By David Shepardson
(Reuters) -A jury in Texas on Wednesday found a former chief technical pilot for Boeing accused of deceiving federal regulators evaluating the company’s 737 MAX jet not guilty, court records showed.
Former Boeing pilot Mark Forkner was indicted in October on charges of scheming to defraud Boeing’s U.S.-based airline customers to obtain tens of millions of dollars for Boeing.
The government alleged Forkner deceived the Federal Aviation Administration during its evaluation and certification of Boeing’s 737 MAX airplane.
Court records and a spokeswoman for the U.S. Attorney’s Office in Northern Texas confirmed Forkner was found not guilty on all counts.
David Gerger, a lawyer for Forkner, in a statement praised the “independent, smart, fair judge and jury.” The FAA and Boeing declined to comment.
Forkner, who had faced up to 20 years in prison on each count, maintained his innocence.
The government had alleged Forkner provided the FAA Aircraft Evaluation Group with “materially false, inaccurate, and incomplete information” about a new part of the flight controls for the Boeing 737 MAX, called the Maneuvering Characteristics Augmentation System (MCAS).
MCAS was tied to two fatal 737 MAX crashes that killed 346 people but the government noted it did not charge Forkner “with causing the crashes of Lion Air Flight 610 or Ethiopian Airlines Flight 302” and did not argue he caused them.
Prosecutors pointed to one message Forkner sent to a colleague in which he said he “basically lied to the regulators (unknowingly)” about MCAS.
A judge dismissed two fraud counts in February related to MCAS saying the two charges could not proceed because they must involve a tangible airplane part.

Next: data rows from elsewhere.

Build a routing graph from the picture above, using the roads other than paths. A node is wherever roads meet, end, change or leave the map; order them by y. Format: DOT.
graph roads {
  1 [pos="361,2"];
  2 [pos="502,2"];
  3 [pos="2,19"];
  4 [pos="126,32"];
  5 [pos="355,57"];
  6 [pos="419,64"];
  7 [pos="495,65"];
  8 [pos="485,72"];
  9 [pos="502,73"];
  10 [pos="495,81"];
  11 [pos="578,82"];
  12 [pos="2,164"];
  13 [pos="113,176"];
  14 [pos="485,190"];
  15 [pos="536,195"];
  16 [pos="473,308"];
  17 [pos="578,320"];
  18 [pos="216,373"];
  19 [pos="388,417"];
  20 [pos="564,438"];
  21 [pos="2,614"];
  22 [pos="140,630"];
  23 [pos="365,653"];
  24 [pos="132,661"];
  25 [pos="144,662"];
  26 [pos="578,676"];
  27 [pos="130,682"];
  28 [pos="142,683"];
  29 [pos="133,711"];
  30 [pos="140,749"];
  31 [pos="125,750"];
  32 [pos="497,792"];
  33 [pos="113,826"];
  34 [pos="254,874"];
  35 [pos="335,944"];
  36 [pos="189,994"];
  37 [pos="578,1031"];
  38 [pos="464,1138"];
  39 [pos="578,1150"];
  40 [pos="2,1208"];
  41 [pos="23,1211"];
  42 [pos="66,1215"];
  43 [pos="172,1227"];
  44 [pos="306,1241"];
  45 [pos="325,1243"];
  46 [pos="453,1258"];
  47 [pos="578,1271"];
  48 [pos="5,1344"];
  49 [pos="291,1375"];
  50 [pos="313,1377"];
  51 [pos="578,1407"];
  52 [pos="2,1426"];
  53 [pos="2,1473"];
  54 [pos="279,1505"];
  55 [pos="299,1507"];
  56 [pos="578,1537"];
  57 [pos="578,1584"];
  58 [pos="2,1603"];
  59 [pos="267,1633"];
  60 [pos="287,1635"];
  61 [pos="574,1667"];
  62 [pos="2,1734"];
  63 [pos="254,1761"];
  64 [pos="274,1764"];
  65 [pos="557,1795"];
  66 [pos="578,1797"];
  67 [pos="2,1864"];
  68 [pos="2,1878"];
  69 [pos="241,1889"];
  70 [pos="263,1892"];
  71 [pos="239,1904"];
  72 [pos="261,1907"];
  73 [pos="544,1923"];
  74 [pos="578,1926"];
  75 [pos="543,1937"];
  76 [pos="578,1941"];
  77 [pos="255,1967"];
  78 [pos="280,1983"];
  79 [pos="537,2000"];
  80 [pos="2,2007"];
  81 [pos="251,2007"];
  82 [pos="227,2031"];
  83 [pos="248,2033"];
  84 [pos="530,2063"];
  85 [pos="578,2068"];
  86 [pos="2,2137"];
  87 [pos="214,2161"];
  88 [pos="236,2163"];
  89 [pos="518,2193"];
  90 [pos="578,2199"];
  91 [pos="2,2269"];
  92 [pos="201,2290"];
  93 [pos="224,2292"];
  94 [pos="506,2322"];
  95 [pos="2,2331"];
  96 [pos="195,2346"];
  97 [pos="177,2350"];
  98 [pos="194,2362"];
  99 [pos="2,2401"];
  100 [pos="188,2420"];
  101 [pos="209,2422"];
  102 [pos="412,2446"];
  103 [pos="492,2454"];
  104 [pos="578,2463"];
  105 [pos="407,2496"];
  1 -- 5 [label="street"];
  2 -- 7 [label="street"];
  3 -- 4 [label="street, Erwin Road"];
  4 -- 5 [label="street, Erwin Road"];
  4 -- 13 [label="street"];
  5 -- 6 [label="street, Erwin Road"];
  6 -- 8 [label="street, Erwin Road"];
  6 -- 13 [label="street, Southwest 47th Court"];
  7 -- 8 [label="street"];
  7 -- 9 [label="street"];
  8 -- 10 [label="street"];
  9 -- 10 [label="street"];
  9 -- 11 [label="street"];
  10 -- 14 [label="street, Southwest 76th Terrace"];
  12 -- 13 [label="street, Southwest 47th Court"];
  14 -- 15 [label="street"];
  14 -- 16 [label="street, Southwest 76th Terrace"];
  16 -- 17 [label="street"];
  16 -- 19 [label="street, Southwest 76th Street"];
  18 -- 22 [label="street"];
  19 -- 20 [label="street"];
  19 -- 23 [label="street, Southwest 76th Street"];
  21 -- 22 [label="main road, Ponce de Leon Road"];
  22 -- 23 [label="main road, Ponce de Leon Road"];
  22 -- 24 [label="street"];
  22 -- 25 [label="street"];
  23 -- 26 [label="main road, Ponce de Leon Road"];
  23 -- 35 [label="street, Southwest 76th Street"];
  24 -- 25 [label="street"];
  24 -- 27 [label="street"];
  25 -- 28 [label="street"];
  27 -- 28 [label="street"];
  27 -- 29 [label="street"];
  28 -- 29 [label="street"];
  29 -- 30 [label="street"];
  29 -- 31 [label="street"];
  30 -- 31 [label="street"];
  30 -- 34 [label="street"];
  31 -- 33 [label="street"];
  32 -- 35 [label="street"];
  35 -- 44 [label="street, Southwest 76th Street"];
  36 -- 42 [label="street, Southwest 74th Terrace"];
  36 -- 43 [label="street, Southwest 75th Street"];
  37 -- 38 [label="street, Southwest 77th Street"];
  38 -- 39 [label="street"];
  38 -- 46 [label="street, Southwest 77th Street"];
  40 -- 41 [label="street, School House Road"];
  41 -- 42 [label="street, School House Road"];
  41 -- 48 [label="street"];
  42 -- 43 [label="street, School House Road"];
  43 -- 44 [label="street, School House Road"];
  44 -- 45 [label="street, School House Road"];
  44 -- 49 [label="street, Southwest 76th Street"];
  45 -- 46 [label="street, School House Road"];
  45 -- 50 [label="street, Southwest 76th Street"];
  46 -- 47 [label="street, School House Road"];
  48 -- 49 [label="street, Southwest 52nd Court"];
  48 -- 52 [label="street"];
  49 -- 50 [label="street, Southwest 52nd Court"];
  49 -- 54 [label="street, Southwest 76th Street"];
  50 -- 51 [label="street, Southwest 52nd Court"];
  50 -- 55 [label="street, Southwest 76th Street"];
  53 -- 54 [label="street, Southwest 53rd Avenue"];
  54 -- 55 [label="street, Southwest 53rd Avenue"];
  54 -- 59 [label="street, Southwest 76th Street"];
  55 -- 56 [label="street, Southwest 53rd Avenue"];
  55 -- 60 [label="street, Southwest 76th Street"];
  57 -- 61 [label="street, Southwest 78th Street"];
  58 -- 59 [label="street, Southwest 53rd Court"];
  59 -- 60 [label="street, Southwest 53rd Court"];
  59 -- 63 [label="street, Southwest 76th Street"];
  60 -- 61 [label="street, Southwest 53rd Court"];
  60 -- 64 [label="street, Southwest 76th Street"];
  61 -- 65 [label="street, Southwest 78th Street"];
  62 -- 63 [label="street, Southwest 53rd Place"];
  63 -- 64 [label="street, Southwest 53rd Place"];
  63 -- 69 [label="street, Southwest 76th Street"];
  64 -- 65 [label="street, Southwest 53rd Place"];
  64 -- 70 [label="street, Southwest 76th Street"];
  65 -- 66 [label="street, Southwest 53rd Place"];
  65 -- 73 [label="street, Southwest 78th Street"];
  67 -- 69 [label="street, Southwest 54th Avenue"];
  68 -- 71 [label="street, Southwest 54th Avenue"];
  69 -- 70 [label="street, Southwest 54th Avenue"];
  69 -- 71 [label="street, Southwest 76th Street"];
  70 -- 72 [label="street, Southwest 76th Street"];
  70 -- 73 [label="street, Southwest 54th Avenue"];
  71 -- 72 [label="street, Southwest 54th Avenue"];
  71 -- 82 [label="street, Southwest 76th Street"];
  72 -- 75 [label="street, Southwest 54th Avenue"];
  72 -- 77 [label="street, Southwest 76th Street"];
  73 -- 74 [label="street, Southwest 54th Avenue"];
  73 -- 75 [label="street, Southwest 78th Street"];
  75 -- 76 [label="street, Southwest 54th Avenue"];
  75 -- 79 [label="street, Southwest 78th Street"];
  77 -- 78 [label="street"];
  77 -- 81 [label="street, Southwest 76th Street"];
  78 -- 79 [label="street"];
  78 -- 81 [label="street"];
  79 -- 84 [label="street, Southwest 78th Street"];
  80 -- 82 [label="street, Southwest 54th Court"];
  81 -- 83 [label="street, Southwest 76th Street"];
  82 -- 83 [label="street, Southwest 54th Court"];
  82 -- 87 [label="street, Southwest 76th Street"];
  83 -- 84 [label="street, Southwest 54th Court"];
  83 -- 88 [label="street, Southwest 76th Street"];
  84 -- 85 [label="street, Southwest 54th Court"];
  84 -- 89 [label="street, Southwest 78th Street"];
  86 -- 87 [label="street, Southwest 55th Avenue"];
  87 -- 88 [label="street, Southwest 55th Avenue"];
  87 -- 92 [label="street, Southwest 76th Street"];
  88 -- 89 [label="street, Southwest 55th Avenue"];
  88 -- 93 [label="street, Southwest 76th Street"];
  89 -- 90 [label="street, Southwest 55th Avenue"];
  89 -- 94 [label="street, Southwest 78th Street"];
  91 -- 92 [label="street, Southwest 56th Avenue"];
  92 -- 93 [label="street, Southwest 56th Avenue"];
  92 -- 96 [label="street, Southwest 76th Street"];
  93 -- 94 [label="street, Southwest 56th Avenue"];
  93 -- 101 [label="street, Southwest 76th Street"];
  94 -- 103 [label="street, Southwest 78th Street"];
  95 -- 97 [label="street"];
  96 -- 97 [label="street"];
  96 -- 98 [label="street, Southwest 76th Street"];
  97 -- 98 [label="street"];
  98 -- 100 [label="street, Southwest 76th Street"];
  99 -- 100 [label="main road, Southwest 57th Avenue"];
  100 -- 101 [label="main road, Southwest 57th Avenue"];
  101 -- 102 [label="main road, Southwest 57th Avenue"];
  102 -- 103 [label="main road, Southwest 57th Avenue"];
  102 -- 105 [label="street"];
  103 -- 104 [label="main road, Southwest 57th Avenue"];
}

Boeing in January 2021 agreed to pay more than $2.5 billion in fines and compensation after reaching a settlement with the U.S. Justice Department over the 737 MAX. The deferred prosecution agreement included a fine of $243.6 million and a $500 million crash-victim fund over fraud conspiracy charges related to the plane’s flawed design.
The two crashes cost Boeing more than $20 billion and led to the plane’s 20-month grounding that was lifted in November 2020.
The Justice Department said the crashes “exposed fraudulent and deceptive conduct by employees of one of the world’s leading commercial airplane manufacturers.”
U.S. House Transportation Committee Chair Peter DeFazio said in October that Forkner’s indictment “should not be the end of the accountability for this colossal and tragic failure” and argued “senior leaders throughout Boeing are responsible for the culture of concealment that ultimately led to the 737 MAX crashes.”
Forkner is the only person criminally charged to date in connection with the MAX.